In [3]:
# Display column names in each dataset to identify discrepancies
print("Scopus columns:", scopus_data.columns)
print("Web of Science columns:", wos_data.columns)
print("ScienceDirect columns:", sd_data.columns)

Scopus columns: Index(['Title', 'Authors', 'Year', 'Source', 'Source', 'Abstract', 'Keywords',
       'DOI', 'Document_Type'],
      dtype='object')
Web of Science columns: Index(['Publication Type', 'Authors', 'Book Authors', 'Book Editors',
       'Book Group Authors', 'Author Full Names', 'Book Author Full Names',
       'Group Authors', 'Article Title', 'Source', 'Book Series Title',
       'Book Series Subtitle', 'Language', 'Document_Type', 'Conference Title',
       'Conference Date', 'Conference Location', 'Conference Sponsor',
       'Conference Host', 'Keywords', 'Keywords', 'Abstract', 'Addresses',
       'Affiliations', 'Reprint Addresses', 'Email Addresses',
       'Researcher Ids', 'ORCIDs', 'Funding Orgs', 'Funding Name Preferred',
       'Funding Text', 'Cited References', 'Cited Reference Count',
       'Times Cited, WoS Core', 'Times Cited, All Databases',
       '180 Day Usage Count', 'Since 2013 Usage Count', 'Publisher',
       'Publisher City', 'Publisher Address'

In [4]:
# Define the columns we need
columns_to_keep = {
    "Title": ["Title", "primary_title", "Article Title"],
    "Authors": ["Authors", "Authors"],
    "Year": ["Year", "Year"],
    "Source": ["Source", "Source", "journal_name"],
    "Abstract": ["Abstract", "Abstract"],
    "Keywords": ["Keywords", "Keywords", "Keywords"],
    "DOI": ["DOI", "DOI", "DOI"],
    "Document_Type": ["Document_Type", "Publication Type", "type_of_reference"]
}

# Standardize column names in each dataframe
scopus_data.columns = [next((k for k, v in columns_to_keep.items() if col in v), col) for col in scopus_data.columns]
wos_data.columns = [next((k for k, v in columns_to_keep.items() if col in v), col) for col in wos_data.columns]
sd_data.columns = [next((k for k, v in columns_to_keep.items() if col in v), col) for col in sd_data.columns]


In [5]:
# Filter each dataset to retain only the specified columns
scopus_data = scopus_data[list(columns_to_keep.keys())]
wos_data = wos_data[list(columns_to_keep.keys())]
sd_data = sd_data[list(columns_to_keep.keys())]
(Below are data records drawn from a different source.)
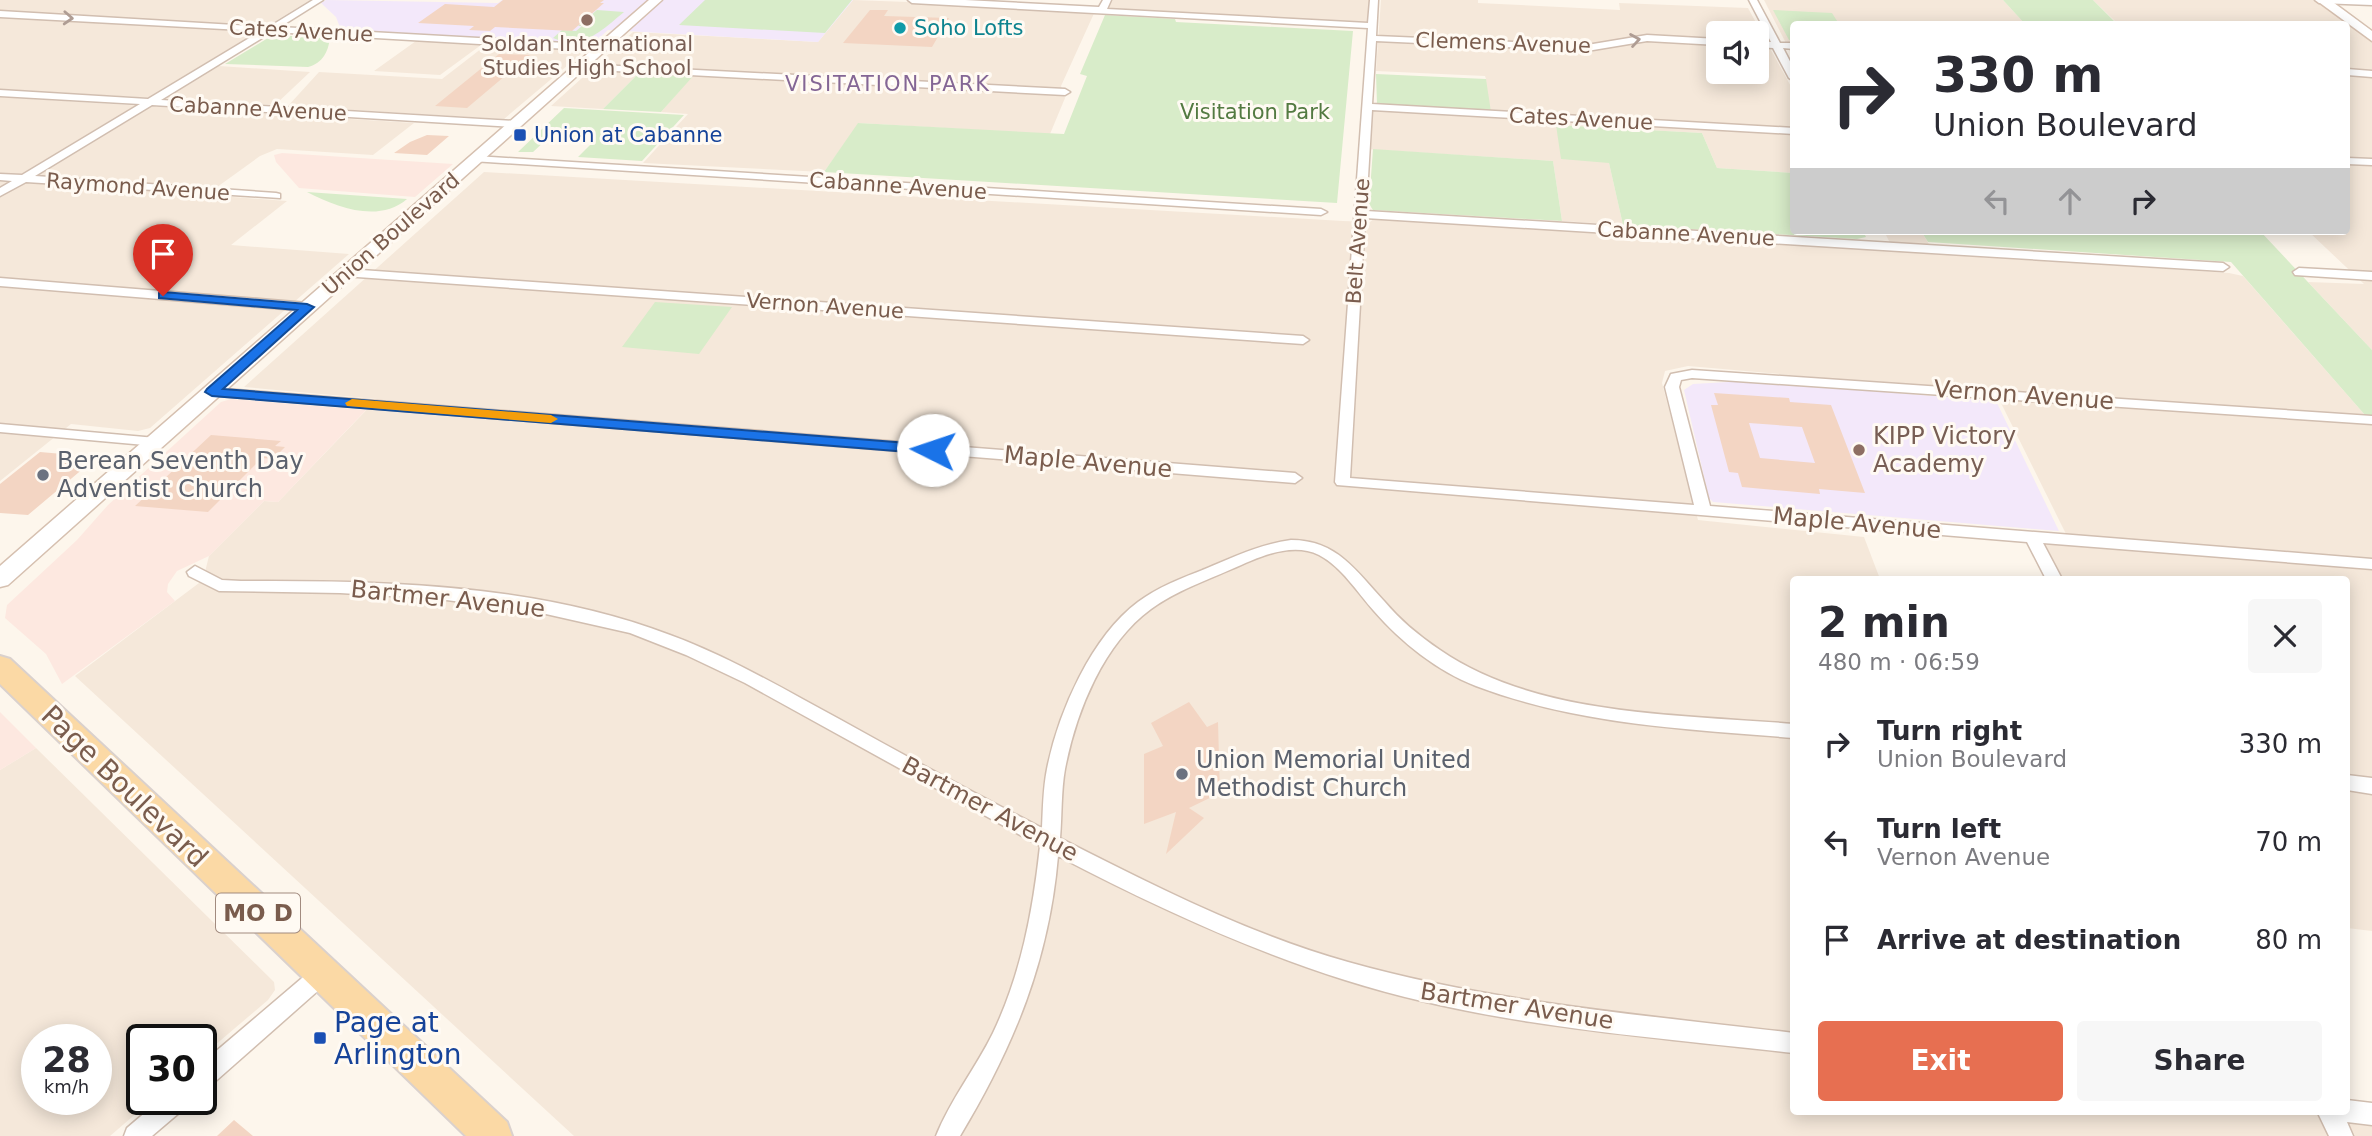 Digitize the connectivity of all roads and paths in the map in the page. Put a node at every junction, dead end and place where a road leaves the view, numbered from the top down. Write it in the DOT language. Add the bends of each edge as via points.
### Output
graph roads {
  1 [pos="319,0"];
  2 [pos="656,0"];
  3 [pos="912,0"];
  4 [pos="1107,0"];
  5 [pos="1374,0"];
  6 [pos="1753,0"];
  7 [pos="2321,0"];
  8 [pos="2372,2"];
  9 [pos="1099,10"];
  10 [pos="0,14"];
  11 [pos="2350,21"];
  12 [pos="2350,21"];
  13 [pos="271,30"];
  14 [pos="1372,32"];
  15 [pos="2372,37"];
  16 [pos="1706,41"];
  17 [pos="1769,45"];
  18 [pos="1776,45"];
  19 [pos="1790,46"];
  20 [pos="602,48"];
  21 [pos="581,66"];
  22 [pos="1790,71"];
  23 [pos="2350,72"];
  24 [pos="2372,74"];
  25 [pos="1065,92"];
  26 [pos="0,93"];
  27 [pos="149,103"];
  28 [pos="1368,107"];
  29 [pos="516,124"];
  30 [pos="1790,131"];
  31 [pos="476,159"];
  32 [pos="2350,161"];
  33 [pos="2372,162"];
  34 [pos="0,177"];
  35 [pos="23,179"];
  36 [pos="0,193"];
  37 [pos="276,197"];
  38 [pos="1321,212"];
  39 [pos="1359,214"];
  40 [pos="1876,235"];
  41 [pos="1881,246"];
  42 [pos="2223,267"];
  43 [pos="2299,272"];
  44 [pos="347,273"];
  45 [pos="2372,276"];
  46 [pos="0,282"];
  47 [pos="307,307"];
  48 [pos="1303,340"];
  49 [pos="212,392"];
  50 [pos="2372,420"];
  51 [pos="0,428"];
  52 [pos="156,442"];
  53 [pos="1295,478"];
  54 [pos="1342,482"];
  55 [pos="1703,510"];
  56 [pos="2032,537"];
  57 [pos="2372,564"];
  58 [pos="195,572"];
  59 [pos="2052,576"];
  60 [pos="0,579"];
  61 [pos="0,667"];
  62 [pos="1790,731"];
  63 [pos="2350,783"];
  64 [pos="2372,786"];
  65 [pos="1050,843"];
  66 [pos="322,974"];
  67 [pos="1790,1042"];
  68 [pos="217,1065"];
  69 [pos="2350,1111"];
  70 [pos="2372,1114"];
  71 [pos="159,1115"];
  72 [pos="2331,1115"];
  73 [pos="135,1136"];
  74 [pos="493,1136"];
  75 [pos="947,1136"];
  76 [pos="2342,1136"];
  1 -- 13 [label="street"];
  2 -- 20 [label="main road, Union Boulevard"];
  3 -- 9 [label="street, Clemens Avenue"];
  4 -- 9 [label="street"];
  5 -- 14 [label="street, Belt Avenue"];
  6 -- 18 [label="street"];
  7 -- 8 [label="street"];
  7 -- 12 [label="main road"];
  9 -- 14 [label="street, Clemens Avenue"];
  10 -- 13 [label="street, Cates Avenue, one-way"];
  11 -- 15 [label="main road"];
  13 -- 20 [label="street, Cates Avenue"];
  13 -- 27 [label="street"];
  14 -- 16 [label="street, Clemens Avenue, one-way" via="1587,48 1647,38"];
  14 -- 28 [label="street, Belt Avenue"];
  17 -- 18 [label="street"];
  18 -- 19 [label="street"];
  18 -- 22 [label="street"];
  20 -- 21 [label="main road, Union Boulevard"];
  21 -- 25 [label="street"];
  21 -- 29 [label="main road, Union Boulevard"];
  23 -- 24 [label="street"];
  26 -- 27 [label="street, Cabanne Avenue"];
  27 -- 29 [label="street, Cabanne Avenue"];
  27 -- 35 [label="street"];
  28 -- 30 [label="street, Cates Avenue"];
  28 -- 39 [label="street, Belt Avenue"];
  29 -- 31 [label="main road, Union Boulevard"];
  31 -- 38 [label="street, Cabanne Avenue"];
  31 -- 44 [label="main road, Union Boulevard"];
  32 -- 33 [label="street"];
  34 -- 35 [label="street, Raymond Avenue"];
  35 -- 36 [label="street"];
  35 -- 37 [label="street, Raymond Avenue"];
  39 -- 41 [label="street, Cabanne Avenue"];
  39 -- 54 [label="street, Belt Avenue"];
  40 -- 41 [label="street"];
  41 -- 42 [label="street, Cabanne Avenue"];
  43 -- 45 [label="street"];
  44 -- 47 [label="main road, Union Boulevard"];
  44 -- 48 [label="street, Vernon Avenue"];
  46 -- 47 [label="street"];
  47 -- 49 [label="main road, Union Boulevard"];
  49 -- 52 [label="main road, Union Boulevard"];
  49 -- 53 [label="street, Maple Avenue"];
  50 -- 55 [label="street, Vernon Avenue" via="1714,373 1676,377 1672,387"];
  51 -- 52 [label="street"];
  52 -- 60 [label="main road, Union Boulevard"];
  54 -- 55 [label="street, Maple Avenue"];
  55 -- 56 [label="street, Maple Avenue"];
  56 -- 57 [label="street, Maple Avenue"];
  56 -- 59 [label="street"];
  58 -- 65 [label="street, Bartmer Avenue" via="219,584 241,587 388,589 475,597 636,629 719,663"];
  61 -- 66 [label="main road, Page Boulevard / MO D"];
  62 -- 65 [label="street" via="1568,706 1521,695 1479,680 1413,640 1330,555 1315,547 1275,548 1247,556 1146,604 1104,650 1066,726 1057,765"];
  63 -- 64 [label="street"];
  65 -- 67 [label="street, Bartmer Avenue" via="1190,910 1363,978 1452,999"];
  65 -- 75 [label="street" via="1037,934 1019,997 992,1061"];
  66 -- 68 [label="street"];
  66 -- 74 [label="main road, Page Boulevard / MO D"];
  69 -- 70 [label="street"];
  71 -- 73 [label="street"];
  72 -- 76 [label="street"];
}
# Confirming column alignment
print("Scopus data columns:", scopus_data.columns)
print("Web of Science data columns:", wos_data.columns)
print("ScienceDirect data columns:", sd_data.columns)

Scopus data columns: Index(['Title', 'Authors', 'Year', 'Source', 'Source', 'Abstract', 'Keywords',
       'DOI', 'Document_Type'],
      dtype='object')
Web of Science data columns: Index(['Title', 'Authors', 'Year', 'Source', 'Abstract', 'Keywords',
       'Keywords', 'DOI', 'Document_Type', 'Document_Type'],
      dtype='object')
ScienceDirect data columns: Index(['Title', 'Authors', 'Year', 'Source', 'Abstract', 'Keywords', 'DOI',
       'Document_Type'],
      dtype='object')


In [6]:
# Drop duplicate columns in Scopus, Web of Science, and ScienceDirect dataframes

# For Scopus - Drop the second occurrence of 'Source'
scopus_data = scopus_data.loc[:, ~scopus_data.columns.duplicated()]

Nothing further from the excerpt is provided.